WHAT TO PRODUCE: If a line of the data below holds the word "Gaviota", list it.

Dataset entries
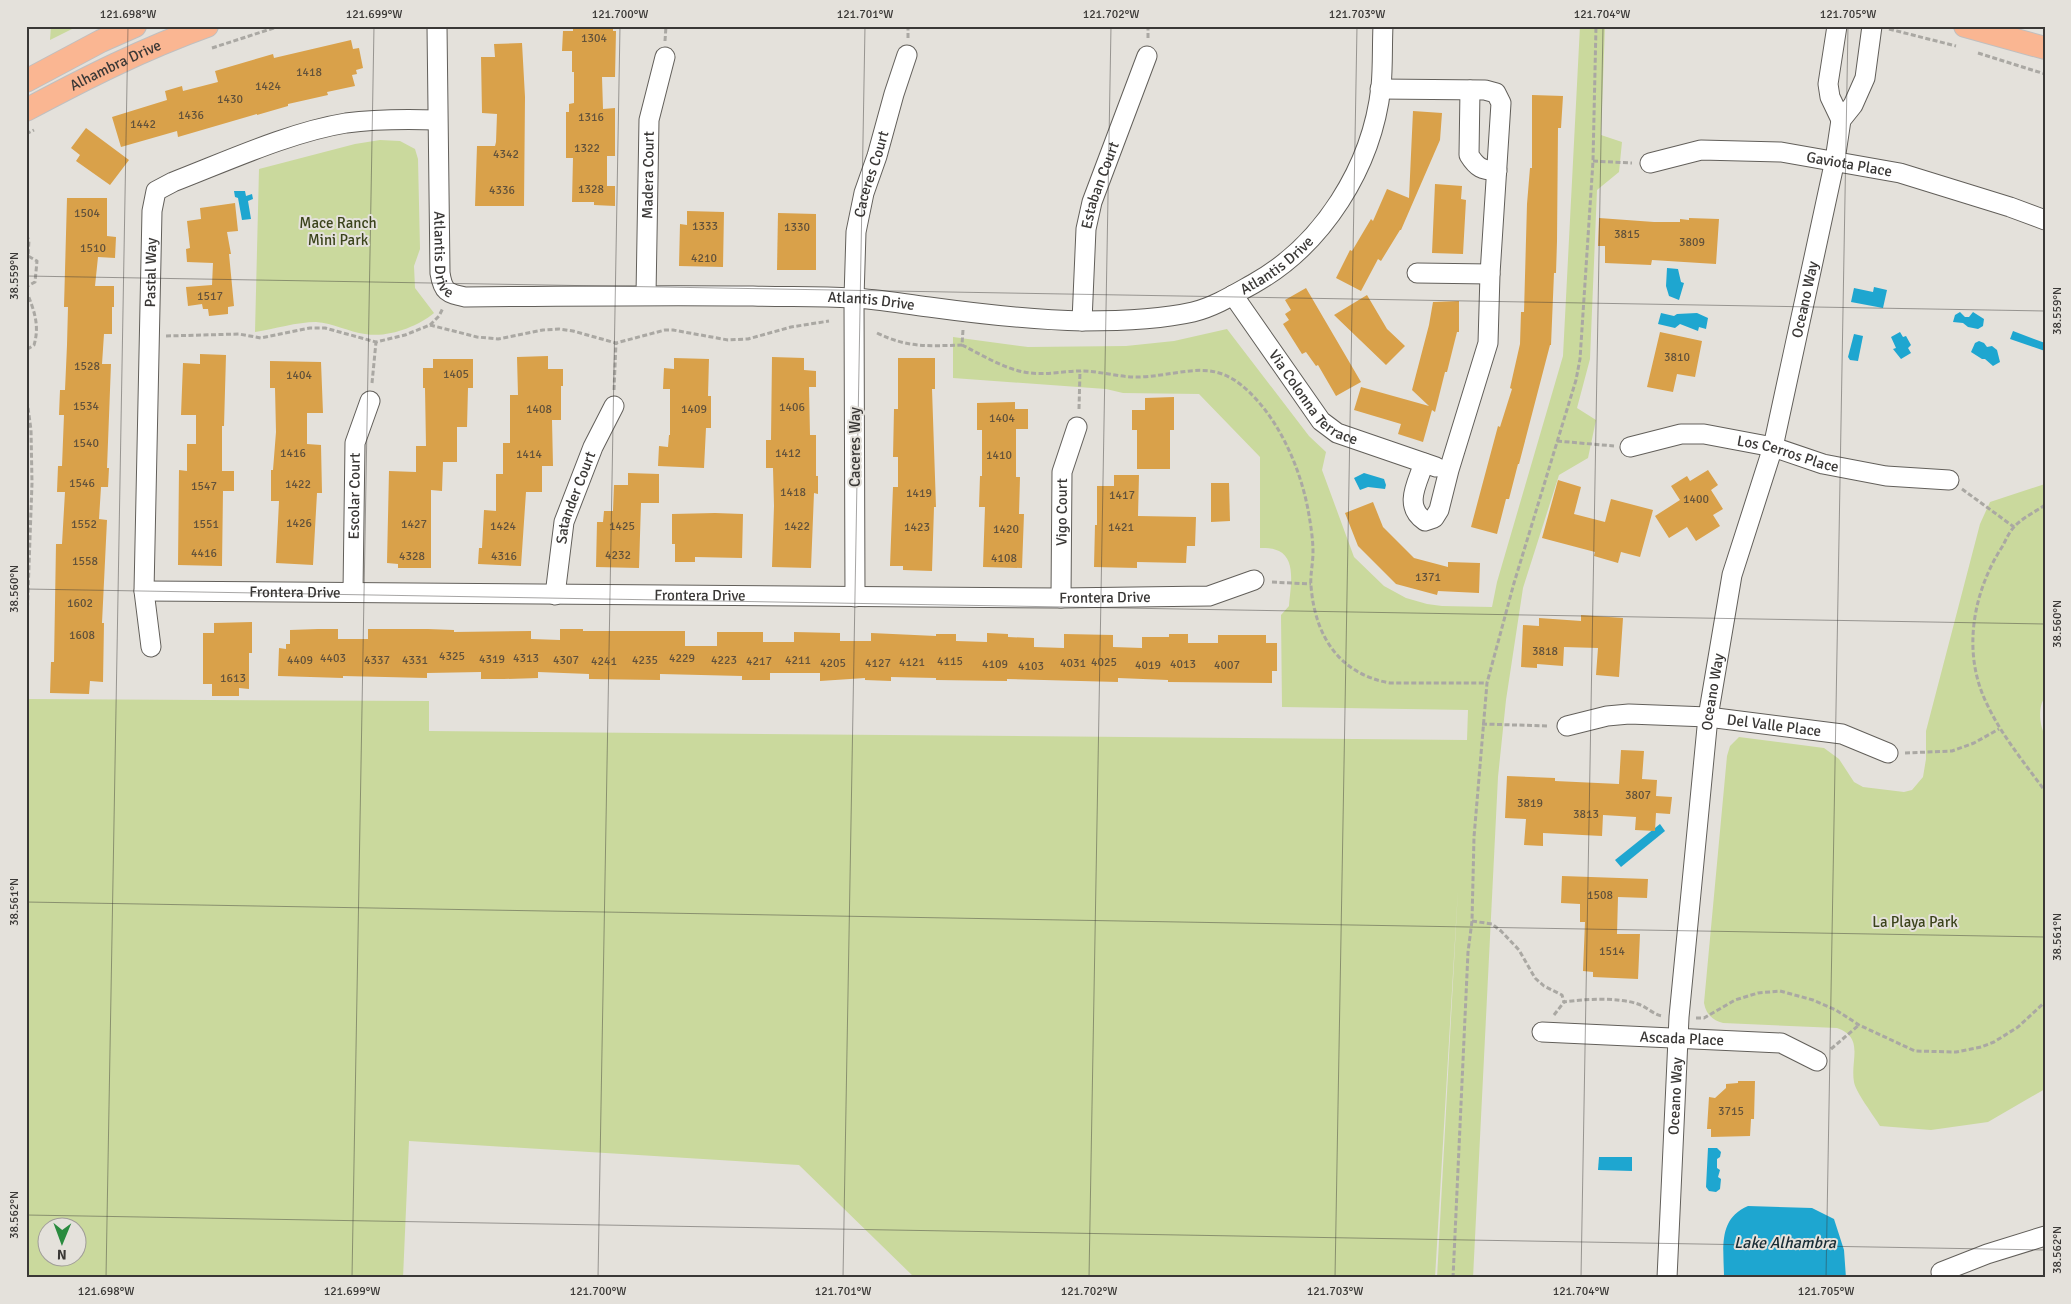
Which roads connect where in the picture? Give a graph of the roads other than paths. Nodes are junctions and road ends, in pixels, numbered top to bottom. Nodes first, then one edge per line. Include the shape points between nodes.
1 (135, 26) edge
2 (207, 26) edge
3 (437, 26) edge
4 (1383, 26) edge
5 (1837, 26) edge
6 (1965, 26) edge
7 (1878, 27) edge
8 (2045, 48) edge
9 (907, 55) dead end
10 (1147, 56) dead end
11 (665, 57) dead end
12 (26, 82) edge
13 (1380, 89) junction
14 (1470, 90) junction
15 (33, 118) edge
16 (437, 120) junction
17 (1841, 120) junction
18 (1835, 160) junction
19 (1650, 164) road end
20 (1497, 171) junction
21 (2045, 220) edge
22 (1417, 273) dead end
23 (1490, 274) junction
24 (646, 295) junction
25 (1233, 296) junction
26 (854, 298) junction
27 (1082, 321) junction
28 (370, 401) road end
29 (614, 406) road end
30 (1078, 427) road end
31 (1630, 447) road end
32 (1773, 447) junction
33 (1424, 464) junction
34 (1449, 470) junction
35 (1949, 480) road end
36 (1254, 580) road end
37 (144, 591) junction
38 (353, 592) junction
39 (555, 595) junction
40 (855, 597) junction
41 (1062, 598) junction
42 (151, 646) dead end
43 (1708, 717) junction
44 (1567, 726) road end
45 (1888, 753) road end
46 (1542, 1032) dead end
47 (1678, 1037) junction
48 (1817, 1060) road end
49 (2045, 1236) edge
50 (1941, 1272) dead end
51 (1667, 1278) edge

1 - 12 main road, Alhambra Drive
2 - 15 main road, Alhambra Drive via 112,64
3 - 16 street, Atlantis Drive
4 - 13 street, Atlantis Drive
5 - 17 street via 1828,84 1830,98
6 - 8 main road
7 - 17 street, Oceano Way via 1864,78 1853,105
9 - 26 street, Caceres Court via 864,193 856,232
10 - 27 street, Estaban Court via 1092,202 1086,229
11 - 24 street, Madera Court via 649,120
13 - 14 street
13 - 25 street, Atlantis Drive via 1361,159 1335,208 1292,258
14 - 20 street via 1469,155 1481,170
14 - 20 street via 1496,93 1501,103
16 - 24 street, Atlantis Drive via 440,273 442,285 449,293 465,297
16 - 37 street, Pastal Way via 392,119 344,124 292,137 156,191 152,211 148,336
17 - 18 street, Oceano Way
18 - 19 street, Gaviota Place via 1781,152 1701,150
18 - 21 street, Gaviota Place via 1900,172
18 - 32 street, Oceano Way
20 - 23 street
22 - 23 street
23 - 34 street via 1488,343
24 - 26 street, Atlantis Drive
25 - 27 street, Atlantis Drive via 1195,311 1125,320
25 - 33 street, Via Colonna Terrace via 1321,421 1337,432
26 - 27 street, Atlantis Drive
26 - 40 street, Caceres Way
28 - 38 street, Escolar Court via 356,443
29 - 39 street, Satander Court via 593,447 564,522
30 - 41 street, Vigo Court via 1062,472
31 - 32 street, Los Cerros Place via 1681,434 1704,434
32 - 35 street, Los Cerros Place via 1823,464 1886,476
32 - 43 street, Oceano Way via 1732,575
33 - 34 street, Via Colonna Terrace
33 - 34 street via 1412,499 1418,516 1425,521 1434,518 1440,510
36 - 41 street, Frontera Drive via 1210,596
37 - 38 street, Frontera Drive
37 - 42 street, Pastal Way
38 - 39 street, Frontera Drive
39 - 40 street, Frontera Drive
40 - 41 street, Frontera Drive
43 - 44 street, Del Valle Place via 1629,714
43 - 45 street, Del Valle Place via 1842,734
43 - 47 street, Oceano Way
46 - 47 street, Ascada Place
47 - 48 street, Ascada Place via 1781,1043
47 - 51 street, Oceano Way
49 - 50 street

==

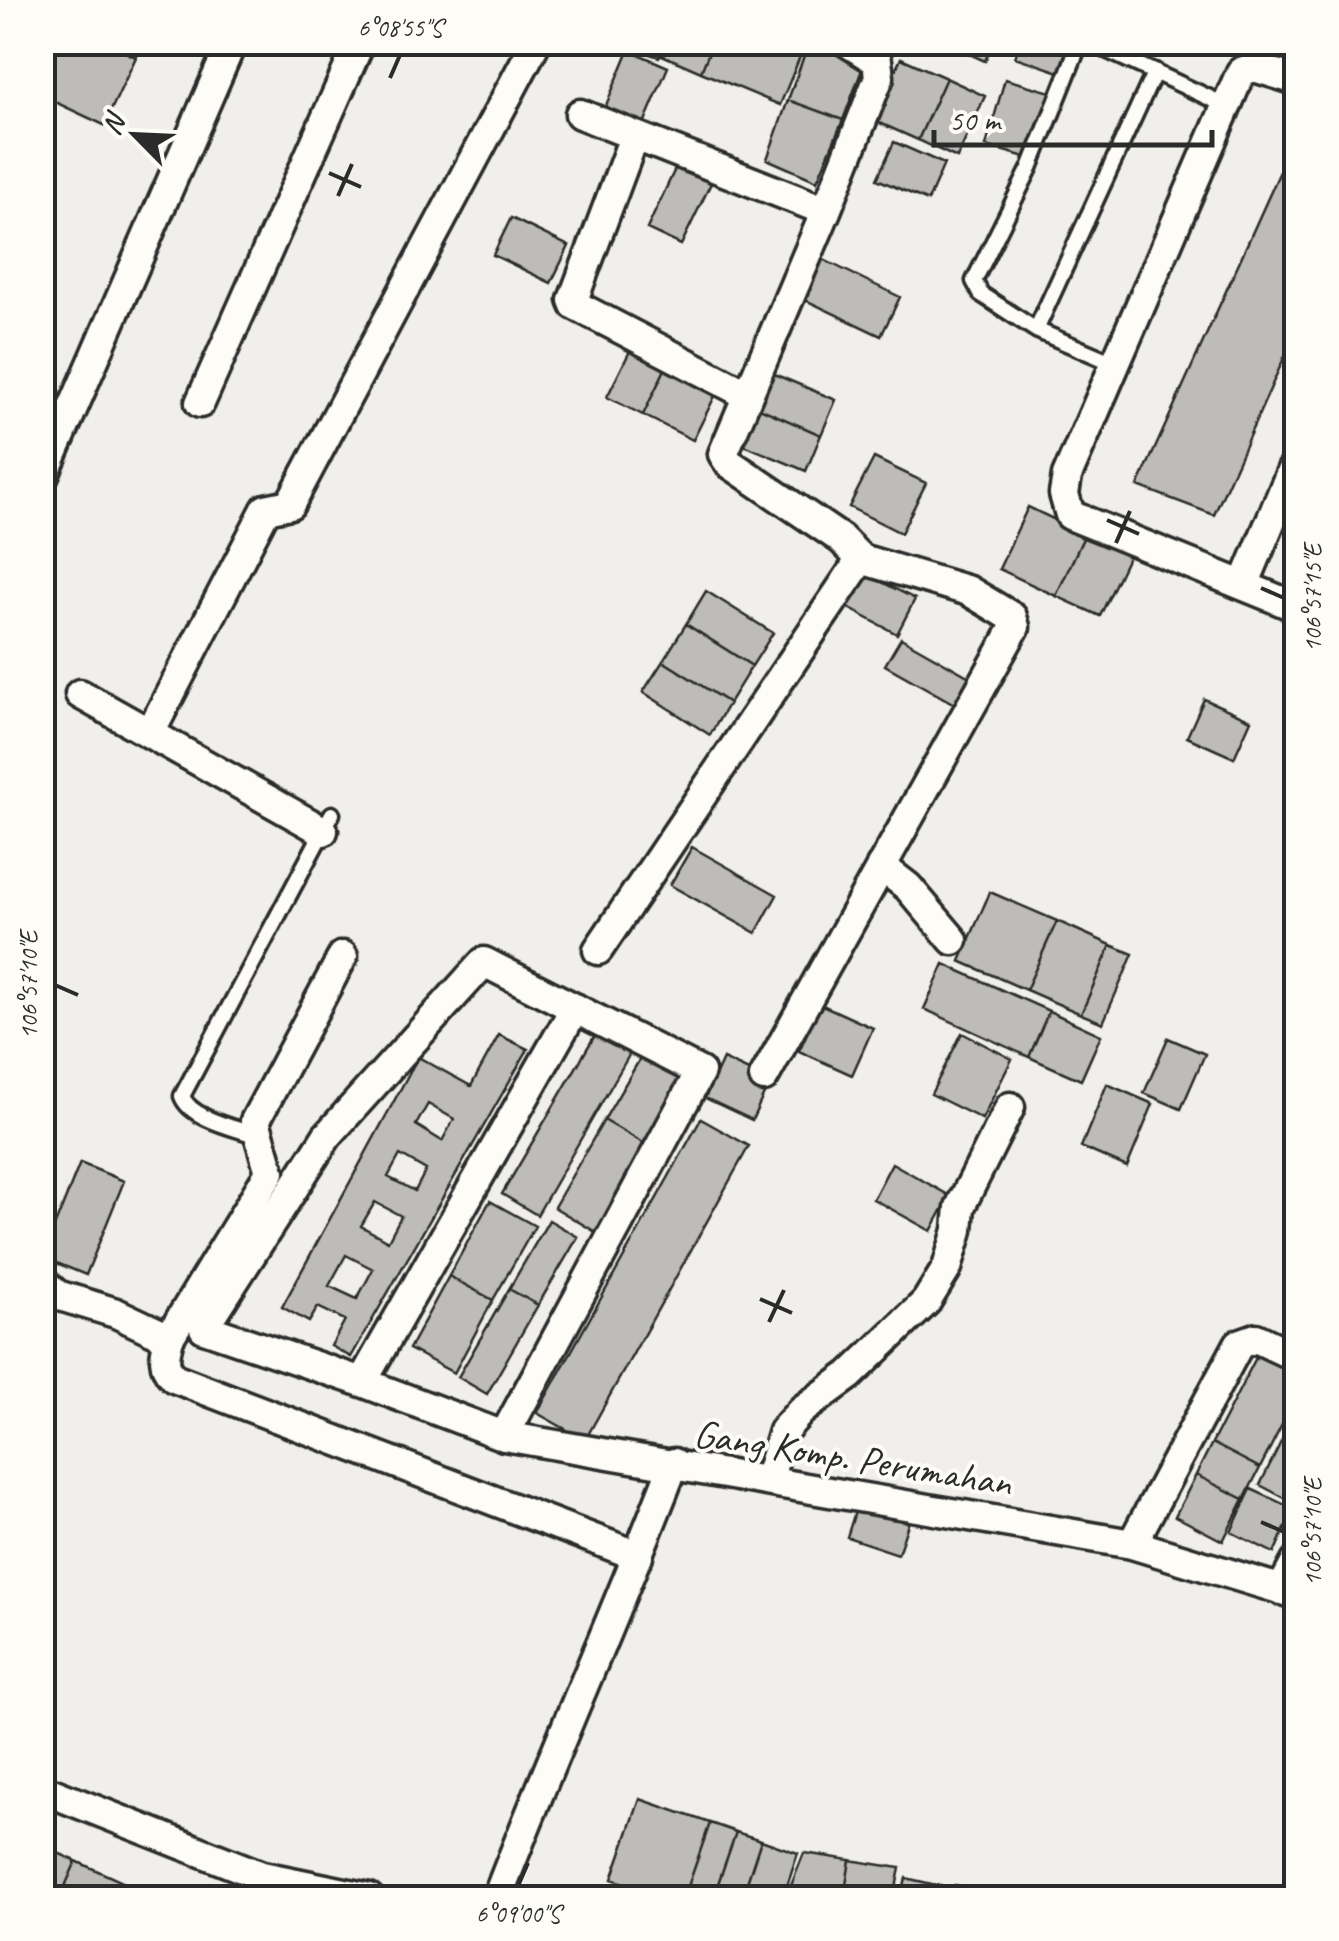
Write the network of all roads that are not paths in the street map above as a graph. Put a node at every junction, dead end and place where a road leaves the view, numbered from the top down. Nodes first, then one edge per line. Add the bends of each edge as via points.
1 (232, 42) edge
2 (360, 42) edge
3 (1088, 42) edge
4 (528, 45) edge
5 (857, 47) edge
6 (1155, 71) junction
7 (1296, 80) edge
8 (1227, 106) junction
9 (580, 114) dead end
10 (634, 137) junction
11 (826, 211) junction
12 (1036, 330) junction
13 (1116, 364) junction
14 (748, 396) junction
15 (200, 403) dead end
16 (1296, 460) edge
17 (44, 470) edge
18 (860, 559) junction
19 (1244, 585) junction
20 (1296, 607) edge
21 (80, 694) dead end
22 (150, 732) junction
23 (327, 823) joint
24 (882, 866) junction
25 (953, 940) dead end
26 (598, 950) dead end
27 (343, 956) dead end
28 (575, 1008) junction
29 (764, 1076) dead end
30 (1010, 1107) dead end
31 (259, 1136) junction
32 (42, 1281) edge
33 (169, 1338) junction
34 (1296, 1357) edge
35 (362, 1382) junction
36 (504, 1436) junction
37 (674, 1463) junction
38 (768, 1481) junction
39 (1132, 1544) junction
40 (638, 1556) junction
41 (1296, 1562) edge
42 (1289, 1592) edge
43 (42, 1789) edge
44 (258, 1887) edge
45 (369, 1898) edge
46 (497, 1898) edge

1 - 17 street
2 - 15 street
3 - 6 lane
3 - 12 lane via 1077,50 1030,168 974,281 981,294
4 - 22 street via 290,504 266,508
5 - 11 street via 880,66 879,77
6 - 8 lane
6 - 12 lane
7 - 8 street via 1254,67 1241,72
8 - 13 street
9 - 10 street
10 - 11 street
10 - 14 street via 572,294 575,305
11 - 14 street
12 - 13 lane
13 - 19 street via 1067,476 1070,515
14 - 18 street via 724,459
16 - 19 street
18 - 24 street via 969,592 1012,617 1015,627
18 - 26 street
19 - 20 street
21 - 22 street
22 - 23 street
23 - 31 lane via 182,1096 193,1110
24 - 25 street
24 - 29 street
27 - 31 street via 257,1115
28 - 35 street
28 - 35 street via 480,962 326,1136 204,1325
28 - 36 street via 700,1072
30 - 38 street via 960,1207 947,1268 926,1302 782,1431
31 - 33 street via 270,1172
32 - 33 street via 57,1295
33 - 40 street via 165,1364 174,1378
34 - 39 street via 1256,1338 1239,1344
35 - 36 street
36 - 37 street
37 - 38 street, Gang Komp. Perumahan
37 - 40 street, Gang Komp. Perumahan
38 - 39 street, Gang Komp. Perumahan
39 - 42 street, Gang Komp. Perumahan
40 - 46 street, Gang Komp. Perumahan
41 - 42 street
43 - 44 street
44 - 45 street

ANSWER FOR THE TASK:
18 - 19 street, Gaviota Place via 1781,152 1701,150
18 - 21 street, Gaviota Place via 1900,172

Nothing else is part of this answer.